Problem details: In the copy, include no pictures, but reproduce every record exactly.
[[ Given information open ]]
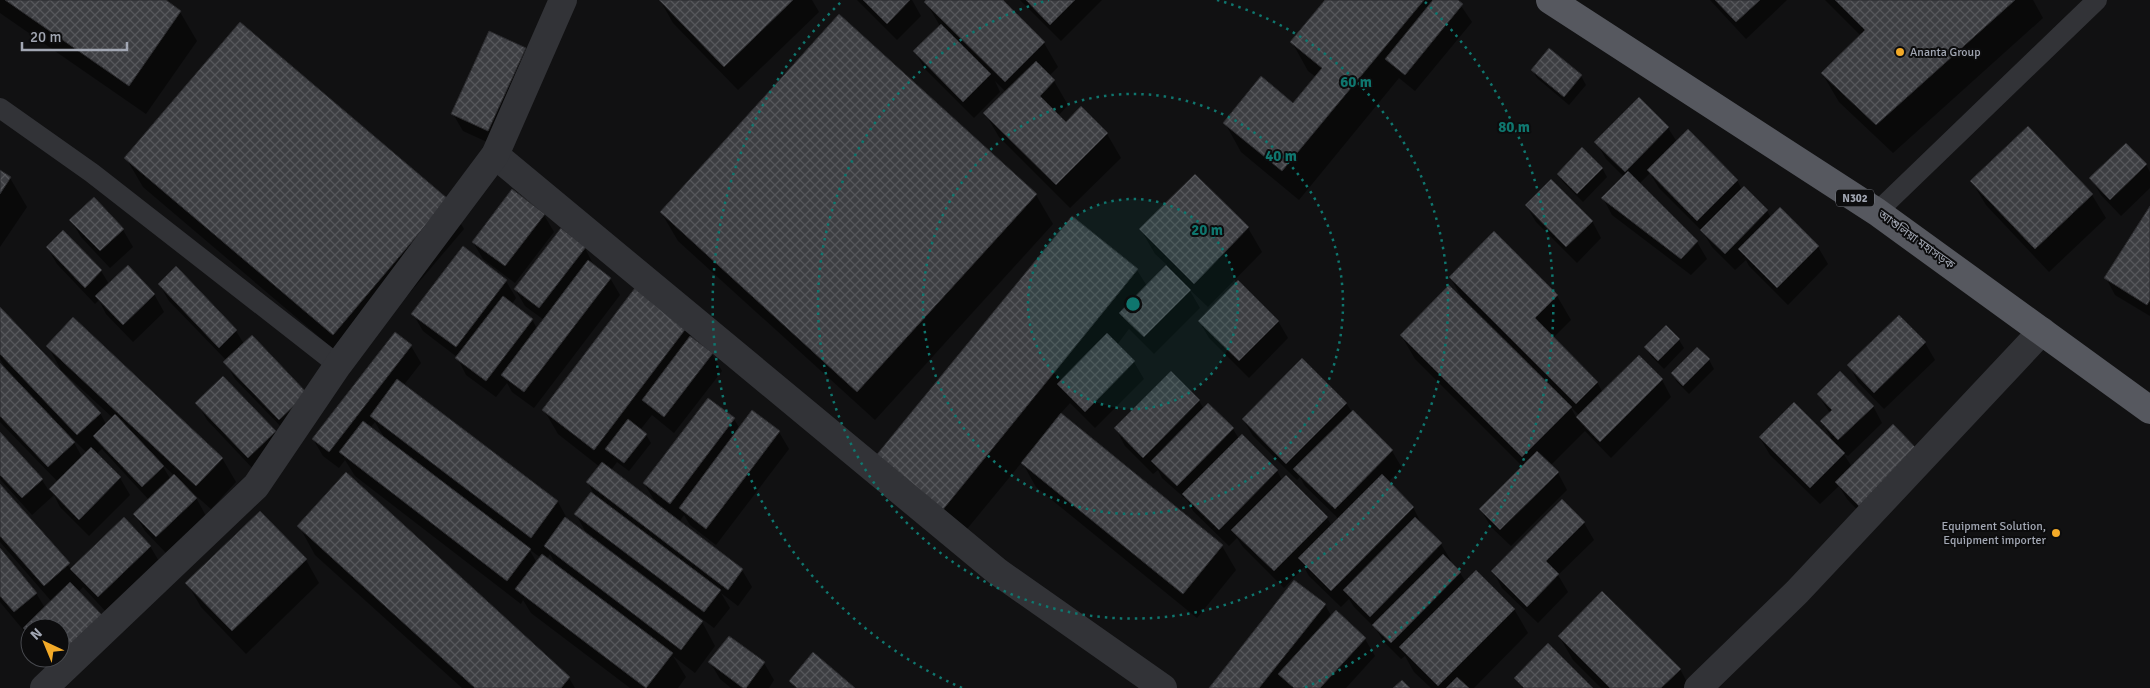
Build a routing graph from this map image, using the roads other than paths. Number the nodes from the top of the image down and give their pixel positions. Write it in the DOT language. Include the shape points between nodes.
graph roads {
  1 [pos="564,0"];
  2 [pos="1550,0"];
  3 [pos="2097,0"];
  4 [pos="0,108"];
  5 [pos="495,155"];
  6 [pos="1878,212"];
  7 [pos="2042,331"];
  8 [pos="338,365"];
  9 [pos="2150,410"];
  10 [pos="1155,686"];
  11 [pos="44,688"];
  12 [pos="1698,688"];
  1 -- 5 [label="street"];
  2 -- 6 [label="highway, আশুলিয়া মহাসড়ক / N302"];
  3 -- 6 [label="lane"];
  4 -- 8 [label="lane" via="92,173"];
  5 -- 8 [label="street"];
  5 -- 10 [label="street" via="998,572"];
  6 -- 7 [label="highway, আশুলিয়া মহাসড়ক / N302"];
  7 -- 9 [label="highway, আশুলিয়া মহাসড়ক / N302"];
  7 -- 12 [label="street" via="1797,592"];
  8 -- 11 [label="street" via="256,486"];
}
[[ Given information closed ]]
Result for this task:
Build a routing graph from this map image, using the roads other than paths. Number the nodes from the top of the image down and give their pixel positions. Write it in the DOT language. Include the shape points between nodes.
graph roads {
  1 [pos="564,0"];
  2 [pos="1550,0"];
  3 [pos="2097,0"];
  4 [pos="0,108"];
  5 [pos="495,155"];
  6 [pos="1878,212"];
  7 [pos="2042,331"];
  8 [pos="338,365"];
  9 [pos="2150,410"];
  10 [pos="1155,686"];
  11 [pos="44,688"];
  12 [pos="1698,688"];
  1 -- 5 [label="street"];
  2 -- 6 [label="highway, আশুলিয়া মহাসড়ক / N302"];
  3 -- 6 [label="lane"];
  4 -- 8 [label="lane" via="92,173"];
  5 -- 8 [label="street"];
  5 -- 10 [label="street" via="998,572"];
  6 -- 7 [label="highway, আশুলিয়া মহাসড়ক / N302"];
  7 -- 9 [label="highway, আশুলিয়া মহাসড়ক / N302"];
  7 -- 12 [label="street" via="1797,592"];
  8 -- 11 [label="street" via="256,486"];
}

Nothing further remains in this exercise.